The report seems to acknowledge how important HUD’s Section 202 Supportive Housing for the Elderly program is to meet the housing and aging-in-community needs of older adults and praises the latest rounds of new Section 202 funds for their emphasis on leveraging non-federal resources, including with the Low Income Housing Tax Credit (LIHTC). “Private capital is now working to improve both the quality and quantity of affordable housing for older Americans,” the report says.
However, the report inaccurately faults the Section 202 program as providing duplicative funding, saying “Section 202 projects receive Section 8 HCVs [housing choice vouchers] for their tenants on top of their existing operating subsidies and development grants.” To be clear: no Section 202 unit with an existing operating subsidy (such as Section 8 Project-Based Rental Assistance or a Project Rental Assistance Contract) also has a housing choice voucher subsidy; this would be a gross waste of federal funds and is not allowed under program rules.

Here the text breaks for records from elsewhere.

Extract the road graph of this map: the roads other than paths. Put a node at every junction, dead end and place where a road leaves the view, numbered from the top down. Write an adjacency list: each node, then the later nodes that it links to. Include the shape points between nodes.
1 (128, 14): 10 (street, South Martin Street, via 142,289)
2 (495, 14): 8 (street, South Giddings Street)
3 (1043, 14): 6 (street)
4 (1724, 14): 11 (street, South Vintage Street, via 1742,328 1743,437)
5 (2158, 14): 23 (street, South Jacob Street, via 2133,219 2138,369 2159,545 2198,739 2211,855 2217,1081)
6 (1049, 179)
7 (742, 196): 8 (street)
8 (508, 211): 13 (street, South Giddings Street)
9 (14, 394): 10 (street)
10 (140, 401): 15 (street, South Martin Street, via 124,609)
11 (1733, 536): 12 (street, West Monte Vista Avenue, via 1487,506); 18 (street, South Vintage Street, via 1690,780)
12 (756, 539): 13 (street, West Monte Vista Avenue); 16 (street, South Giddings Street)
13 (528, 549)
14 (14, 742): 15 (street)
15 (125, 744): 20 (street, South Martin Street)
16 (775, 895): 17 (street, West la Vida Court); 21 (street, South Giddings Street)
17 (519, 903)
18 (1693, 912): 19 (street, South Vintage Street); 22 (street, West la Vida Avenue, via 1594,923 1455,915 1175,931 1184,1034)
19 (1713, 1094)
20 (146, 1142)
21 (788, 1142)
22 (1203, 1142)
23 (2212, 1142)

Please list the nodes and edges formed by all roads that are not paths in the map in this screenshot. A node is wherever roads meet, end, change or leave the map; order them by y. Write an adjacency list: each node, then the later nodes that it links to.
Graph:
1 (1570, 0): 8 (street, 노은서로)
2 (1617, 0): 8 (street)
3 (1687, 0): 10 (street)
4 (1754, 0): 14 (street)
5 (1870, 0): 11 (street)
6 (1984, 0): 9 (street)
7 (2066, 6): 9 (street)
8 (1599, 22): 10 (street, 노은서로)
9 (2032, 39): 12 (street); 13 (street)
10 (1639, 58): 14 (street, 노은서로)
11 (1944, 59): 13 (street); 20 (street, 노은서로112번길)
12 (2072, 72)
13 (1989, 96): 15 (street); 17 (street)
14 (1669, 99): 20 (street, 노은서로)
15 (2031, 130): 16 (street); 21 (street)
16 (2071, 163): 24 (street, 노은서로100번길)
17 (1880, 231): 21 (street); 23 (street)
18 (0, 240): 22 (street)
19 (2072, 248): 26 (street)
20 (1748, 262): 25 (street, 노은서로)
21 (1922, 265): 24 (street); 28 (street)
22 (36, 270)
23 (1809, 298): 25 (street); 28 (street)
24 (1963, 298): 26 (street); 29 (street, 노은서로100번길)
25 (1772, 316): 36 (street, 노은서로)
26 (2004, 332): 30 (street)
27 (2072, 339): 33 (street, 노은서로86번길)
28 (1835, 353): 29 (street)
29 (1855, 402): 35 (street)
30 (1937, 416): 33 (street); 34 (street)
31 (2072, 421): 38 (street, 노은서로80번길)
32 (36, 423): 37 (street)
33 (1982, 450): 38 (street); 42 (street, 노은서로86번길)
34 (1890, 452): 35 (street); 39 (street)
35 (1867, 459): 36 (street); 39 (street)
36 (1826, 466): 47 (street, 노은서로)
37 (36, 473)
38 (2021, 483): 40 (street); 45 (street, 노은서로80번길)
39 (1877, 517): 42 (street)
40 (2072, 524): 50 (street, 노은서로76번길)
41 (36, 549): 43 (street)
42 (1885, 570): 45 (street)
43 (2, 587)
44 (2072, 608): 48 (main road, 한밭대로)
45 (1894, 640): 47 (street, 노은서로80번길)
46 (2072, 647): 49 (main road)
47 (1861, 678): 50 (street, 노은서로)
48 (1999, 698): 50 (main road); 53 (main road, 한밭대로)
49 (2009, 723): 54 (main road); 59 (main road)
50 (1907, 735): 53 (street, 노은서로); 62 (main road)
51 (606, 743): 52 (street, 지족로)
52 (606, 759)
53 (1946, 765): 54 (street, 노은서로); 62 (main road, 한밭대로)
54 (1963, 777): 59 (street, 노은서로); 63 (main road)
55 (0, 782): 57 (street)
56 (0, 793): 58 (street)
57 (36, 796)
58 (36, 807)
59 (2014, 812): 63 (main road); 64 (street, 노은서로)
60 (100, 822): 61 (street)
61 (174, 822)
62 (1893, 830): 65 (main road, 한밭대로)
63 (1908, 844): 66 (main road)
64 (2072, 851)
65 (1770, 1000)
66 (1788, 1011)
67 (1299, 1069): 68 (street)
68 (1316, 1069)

The report says there are federal roles toward solutions for affordable senior housing, but that funding is not one of them. “Spending more taxpayer dollars to further stoke demand in an already overheated housing market is a recipe for disaster. Reforming and reducing federal intervention in the housing market will better protect taxpayers against losses and allow the private sector to develop market- based solutions to expand U.S. housing supply and help make housing more accessible and affordable to seniors and vulnerable populations,” the report says.
LeadingAge’s top housing policy goal is to expand the supply of housing affordable to older adults.
At a March 31 hearing of the Senate Special Committee on Aging, “Preventing Tragedies and Promoting Safe, Accessible, and Affordable Homes,” Senator Scott said he would soon be introducing legislation to address what his report calls a national inventory of Public Housing that “fails to produce positive outcomes for its residents.”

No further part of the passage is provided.